▸ **Dataset entries**

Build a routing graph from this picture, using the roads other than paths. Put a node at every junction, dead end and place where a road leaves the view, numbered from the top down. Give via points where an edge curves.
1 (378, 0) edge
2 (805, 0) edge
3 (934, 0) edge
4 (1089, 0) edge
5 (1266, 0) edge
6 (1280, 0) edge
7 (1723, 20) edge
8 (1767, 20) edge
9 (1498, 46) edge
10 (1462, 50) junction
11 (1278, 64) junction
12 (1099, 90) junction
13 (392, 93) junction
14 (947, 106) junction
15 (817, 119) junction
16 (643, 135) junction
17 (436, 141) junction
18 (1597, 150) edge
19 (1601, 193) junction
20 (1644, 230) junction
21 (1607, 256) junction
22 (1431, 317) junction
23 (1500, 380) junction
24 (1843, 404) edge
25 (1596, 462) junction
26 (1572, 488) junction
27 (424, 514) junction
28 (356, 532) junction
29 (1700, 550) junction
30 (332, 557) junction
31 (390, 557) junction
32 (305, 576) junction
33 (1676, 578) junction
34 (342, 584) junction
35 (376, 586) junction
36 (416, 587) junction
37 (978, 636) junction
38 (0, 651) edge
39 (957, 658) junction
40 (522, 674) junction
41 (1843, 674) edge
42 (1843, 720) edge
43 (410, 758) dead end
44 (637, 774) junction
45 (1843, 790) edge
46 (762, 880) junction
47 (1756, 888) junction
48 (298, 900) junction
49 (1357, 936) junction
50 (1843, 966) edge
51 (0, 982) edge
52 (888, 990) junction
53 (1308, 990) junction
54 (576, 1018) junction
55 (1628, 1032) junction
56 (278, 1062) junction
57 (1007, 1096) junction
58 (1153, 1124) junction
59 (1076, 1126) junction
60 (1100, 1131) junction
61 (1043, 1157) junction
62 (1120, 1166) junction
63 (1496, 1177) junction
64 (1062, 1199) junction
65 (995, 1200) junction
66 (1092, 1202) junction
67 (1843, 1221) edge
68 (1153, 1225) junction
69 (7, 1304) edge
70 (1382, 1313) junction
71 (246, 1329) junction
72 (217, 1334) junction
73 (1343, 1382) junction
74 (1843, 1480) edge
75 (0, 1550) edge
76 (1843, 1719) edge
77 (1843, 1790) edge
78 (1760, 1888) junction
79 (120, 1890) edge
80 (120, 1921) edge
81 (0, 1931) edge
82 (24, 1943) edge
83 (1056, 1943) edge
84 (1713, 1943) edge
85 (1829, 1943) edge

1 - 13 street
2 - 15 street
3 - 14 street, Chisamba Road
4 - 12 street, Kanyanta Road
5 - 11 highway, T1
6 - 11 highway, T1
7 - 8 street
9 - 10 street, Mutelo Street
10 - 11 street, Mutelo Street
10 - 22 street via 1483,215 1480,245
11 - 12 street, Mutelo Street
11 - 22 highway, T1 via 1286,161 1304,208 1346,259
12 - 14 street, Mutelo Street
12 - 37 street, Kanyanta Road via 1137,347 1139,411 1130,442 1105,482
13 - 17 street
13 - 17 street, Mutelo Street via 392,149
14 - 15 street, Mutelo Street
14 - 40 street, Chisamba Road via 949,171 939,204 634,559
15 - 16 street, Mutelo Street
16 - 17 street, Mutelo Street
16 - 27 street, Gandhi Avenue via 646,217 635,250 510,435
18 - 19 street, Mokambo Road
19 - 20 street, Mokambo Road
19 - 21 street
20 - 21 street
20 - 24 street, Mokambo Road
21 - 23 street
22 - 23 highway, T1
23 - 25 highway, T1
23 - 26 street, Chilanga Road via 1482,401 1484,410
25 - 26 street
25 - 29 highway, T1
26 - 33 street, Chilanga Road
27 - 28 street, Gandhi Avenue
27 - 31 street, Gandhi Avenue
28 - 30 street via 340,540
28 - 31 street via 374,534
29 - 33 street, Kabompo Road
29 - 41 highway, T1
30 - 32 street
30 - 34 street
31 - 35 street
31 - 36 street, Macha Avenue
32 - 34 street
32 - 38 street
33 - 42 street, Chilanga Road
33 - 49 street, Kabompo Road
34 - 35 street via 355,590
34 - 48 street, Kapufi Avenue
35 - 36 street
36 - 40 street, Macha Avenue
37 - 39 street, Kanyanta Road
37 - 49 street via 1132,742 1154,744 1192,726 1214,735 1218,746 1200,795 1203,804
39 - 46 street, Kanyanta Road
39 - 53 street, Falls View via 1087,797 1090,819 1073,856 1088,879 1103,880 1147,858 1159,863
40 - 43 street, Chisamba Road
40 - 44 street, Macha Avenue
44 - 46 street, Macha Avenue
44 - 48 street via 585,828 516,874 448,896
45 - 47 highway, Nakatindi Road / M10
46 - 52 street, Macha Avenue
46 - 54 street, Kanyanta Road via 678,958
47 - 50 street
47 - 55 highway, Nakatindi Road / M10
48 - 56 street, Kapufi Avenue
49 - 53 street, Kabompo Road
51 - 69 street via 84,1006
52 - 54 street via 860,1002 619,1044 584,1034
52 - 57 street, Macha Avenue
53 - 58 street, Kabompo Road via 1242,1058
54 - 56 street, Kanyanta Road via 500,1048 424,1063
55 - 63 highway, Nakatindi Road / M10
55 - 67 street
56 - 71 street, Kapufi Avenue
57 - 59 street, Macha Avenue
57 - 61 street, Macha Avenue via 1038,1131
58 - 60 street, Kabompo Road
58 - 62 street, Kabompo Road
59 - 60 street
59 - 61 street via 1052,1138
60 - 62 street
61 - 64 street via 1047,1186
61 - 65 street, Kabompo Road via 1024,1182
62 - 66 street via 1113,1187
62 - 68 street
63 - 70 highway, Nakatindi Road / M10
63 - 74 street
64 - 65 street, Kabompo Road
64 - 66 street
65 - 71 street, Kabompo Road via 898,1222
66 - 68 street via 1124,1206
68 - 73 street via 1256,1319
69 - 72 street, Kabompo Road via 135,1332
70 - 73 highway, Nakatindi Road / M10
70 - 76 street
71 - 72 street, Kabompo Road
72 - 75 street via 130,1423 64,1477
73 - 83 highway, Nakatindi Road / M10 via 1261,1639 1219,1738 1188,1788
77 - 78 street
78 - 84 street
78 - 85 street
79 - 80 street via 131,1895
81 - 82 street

▸ **Task prompt**
Go through the records above and return every line that holds the string "Kapufi".

▸ **Written solution**
34 - 48 street, Kapufi Avenue
48 - 56 street, Kapufi Avenue
56 - 71 street, Kapufi Avenue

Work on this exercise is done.